### WORK TO BE COMPLETED:
Where the records below show the word "dead" in a line, please copy that line.

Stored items

■ ■ ■ ■ ■ ■ ■

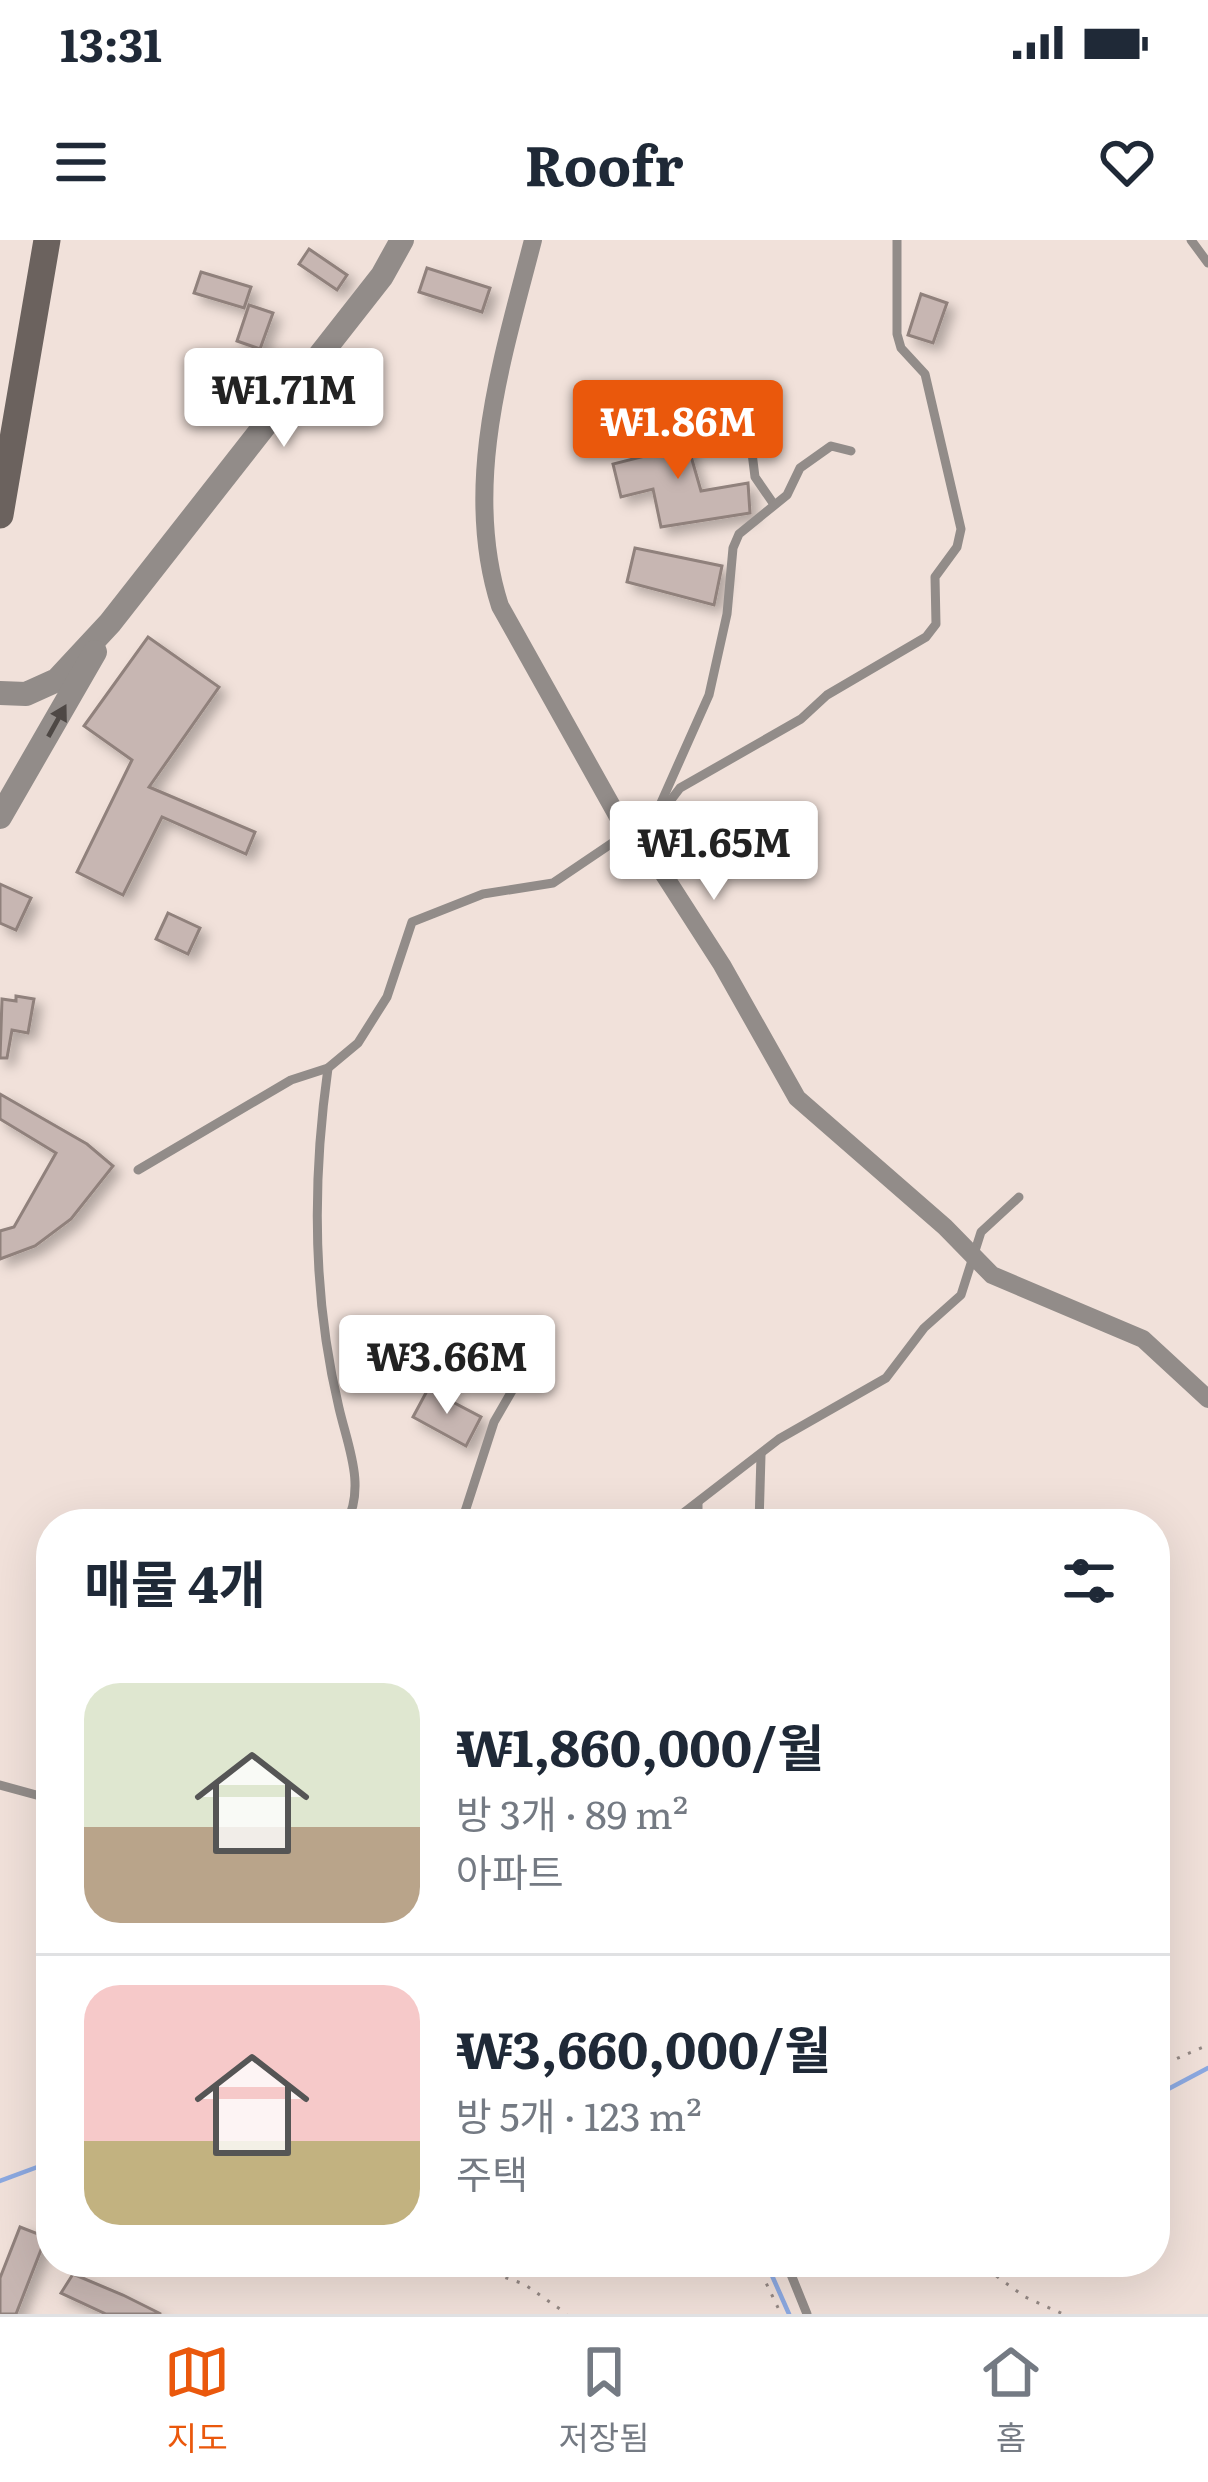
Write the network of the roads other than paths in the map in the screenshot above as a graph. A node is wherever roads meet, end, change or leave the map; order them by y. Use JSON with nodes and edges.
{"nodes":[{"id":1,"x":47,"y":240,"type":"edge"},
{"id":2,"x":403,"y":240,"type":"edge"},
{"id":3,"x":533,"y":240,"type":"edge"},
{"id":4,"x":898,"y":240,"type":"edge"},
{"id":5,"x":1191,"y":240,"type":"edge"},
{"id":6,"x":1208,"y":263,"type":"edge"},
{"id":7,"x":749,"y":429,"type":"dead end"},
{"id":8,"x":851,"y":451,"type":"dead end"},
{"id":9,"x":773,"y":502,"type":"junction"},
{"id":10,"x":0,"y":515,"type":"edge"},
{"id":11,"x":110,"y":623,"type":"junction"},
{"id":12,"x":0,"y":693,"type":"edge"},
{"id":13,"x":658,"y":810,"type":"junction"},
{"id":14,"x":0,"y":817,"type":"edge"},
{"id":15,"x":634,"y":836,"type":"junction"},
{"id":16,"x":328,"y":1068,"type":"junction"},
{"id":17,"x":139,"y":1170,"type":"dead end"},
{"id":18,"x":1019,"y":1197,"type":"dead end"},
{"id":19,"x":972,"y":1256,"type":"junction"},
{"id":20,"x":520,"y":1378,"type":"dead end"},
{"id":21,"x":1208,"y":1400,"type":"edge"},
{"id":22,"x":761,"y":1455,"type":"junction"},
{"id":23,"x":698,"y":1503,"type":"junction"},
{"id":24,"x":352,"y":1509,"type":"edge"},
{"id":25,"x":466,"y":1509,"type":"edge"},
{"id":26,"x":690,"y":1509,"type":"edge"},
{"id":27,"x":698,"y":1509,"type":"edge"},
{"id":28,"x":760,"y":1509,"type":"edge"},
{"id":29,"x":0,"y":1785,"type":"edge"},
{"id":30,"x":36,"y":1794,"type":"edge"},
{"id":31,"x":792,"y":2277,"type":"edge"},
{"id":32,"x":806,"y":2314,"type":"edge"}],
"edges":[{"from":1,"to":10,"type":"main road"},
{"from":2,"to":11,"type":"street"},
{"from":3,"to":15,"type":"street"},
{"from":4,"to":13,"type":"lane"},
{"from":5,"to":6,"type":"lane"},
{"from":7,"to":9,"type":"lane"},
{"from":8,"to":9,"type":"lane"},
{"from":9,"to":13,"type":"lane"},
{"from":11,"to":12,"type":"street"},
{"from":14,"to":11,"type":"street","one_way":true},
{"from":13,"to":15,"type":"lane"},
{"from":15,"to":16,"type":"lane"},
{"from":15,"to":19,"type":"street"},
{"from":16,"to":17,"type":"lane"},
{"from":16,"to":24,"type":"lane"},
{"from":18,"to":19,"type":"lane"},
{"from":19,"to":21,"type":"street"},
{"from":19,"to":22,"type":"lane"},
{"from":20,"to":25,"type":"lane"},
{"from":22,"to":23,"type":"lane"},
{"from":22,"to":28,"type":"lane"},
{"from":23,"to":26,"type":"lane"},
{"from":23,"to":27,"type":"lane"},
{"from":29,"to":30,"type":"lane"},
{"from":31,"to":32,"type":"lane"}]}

■ ■ ■ ■ ■ ■ ■

### TASK RESULT:
{"id":7,"x":749,"y":429,"type":"dead end"},
{"id":8,"x":851,"y":451,"type":"dead end"},
{"id":17,"x":139,"y":1170,"type":"dead end"},
{"id":18,"x":1019,"y":1197,"type":"dead end"},
{"id":20,"x":520,"y":1378,"type":"dead end"},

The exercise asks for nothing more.